Die Geschichte des Ortes stammt aus dem Jahr 1218, mit der Aufzeichnung einer Farm in Oursières, aber es war zu Beginn des siebzehnten Jahrhunderts, dass die Familie Mauduson, die Berater des Königs, begann den Bau der Burg. François-Jacques de Mauduison, Schatzmeister der Collège Saint-Jean de Nogent, ist der Hauptsponsor. Das Anwesen, das sich dann über 300 Hektar erstreckte (im Vergleich zu 17 heute), hatte fünf Farmen und eine Kapelle, gesegnet 1707, aber jetzt verschwunden. Im 18. Jahrhundert entwickelten die Maudusons eine Pferdefarm und fügten das Märchen und einen südlichen Pavillon hinzu. In der Revolution konfisziert, wurde das Schloss von Marie-Antoinette de Meaussé, Frau des letzten Emigranten Erben gekauft. Dann ging er in die Hände der Familien Mondésir, Marchandon (verantwortlich für den Bau einer neuen Dovecote und Orangerie im Jahre 1869), Montéage, dann Morgan.

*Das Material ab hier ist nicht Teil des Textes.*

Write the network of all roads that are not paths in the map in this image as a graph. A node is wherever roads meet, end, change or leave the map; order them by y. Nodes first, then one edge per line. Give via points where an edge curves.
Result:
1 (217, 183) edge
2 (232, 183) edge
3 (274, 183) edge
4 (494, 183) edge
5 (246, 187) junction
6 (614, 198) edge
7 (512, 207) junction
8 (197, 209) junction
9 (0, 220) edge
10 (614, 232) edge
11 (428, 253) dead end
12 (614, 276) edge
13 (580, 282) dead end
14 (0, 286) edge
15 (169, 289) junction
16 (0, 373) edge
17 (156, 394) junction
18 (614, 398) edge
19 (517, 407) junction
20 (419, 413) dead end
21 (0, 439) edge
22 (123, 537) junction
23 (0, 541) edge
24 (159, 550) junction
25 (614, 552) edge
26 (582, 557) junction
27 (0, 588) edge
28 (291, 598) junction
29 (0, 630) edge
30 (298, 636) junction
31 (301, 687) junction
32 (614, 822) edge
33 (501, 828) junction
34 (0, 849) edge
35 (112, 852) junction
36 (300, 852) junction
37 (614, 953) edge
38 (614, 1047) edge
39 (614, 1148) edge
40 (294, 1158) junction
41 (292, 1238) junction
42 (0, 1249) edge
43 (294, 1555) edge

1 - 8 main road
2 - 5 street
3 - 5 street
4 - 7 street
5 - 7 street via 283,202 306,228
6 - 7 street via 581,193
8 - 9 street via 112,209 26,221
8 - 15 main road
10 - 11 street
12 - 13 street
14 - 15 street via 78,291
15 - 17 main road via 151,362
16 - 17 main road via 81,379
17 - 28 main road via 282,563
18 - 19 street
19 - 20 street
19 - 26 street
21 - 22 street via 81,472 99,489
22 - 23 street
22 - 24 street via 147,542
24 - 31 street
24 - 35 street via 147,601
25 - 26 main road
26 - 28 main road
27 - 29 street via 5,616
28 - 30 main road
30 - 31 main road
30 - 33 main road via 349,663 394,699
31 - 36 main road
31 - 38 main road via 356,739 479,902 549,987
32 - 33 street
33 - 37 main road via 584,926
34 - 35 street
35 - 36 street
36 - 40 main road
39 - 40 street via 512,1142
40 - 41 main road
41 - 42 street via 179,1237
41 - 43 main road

Seit 1989 ein historisches Denkmal für seine Fassaden, Dächer, Türme, Tore und Gräben, ist das Schloss d'Oursières seit den 2000er Jahren Gegenstand einer Restaurierungskampagne unter der Leitung seines jetzigen Besitzers Philippe Simon. Dieses Erbe spiegelt sowohl die klassische Architektur Frankreichs als auch die Entwicklung eines seigneurialen Anwesens über fast vier Jahrhunderte wider, gekennzeichnet durch funktionelle Anpassungen und Veränderungen der Eigentümer, die nationale historische Umwälzungen reflektieren.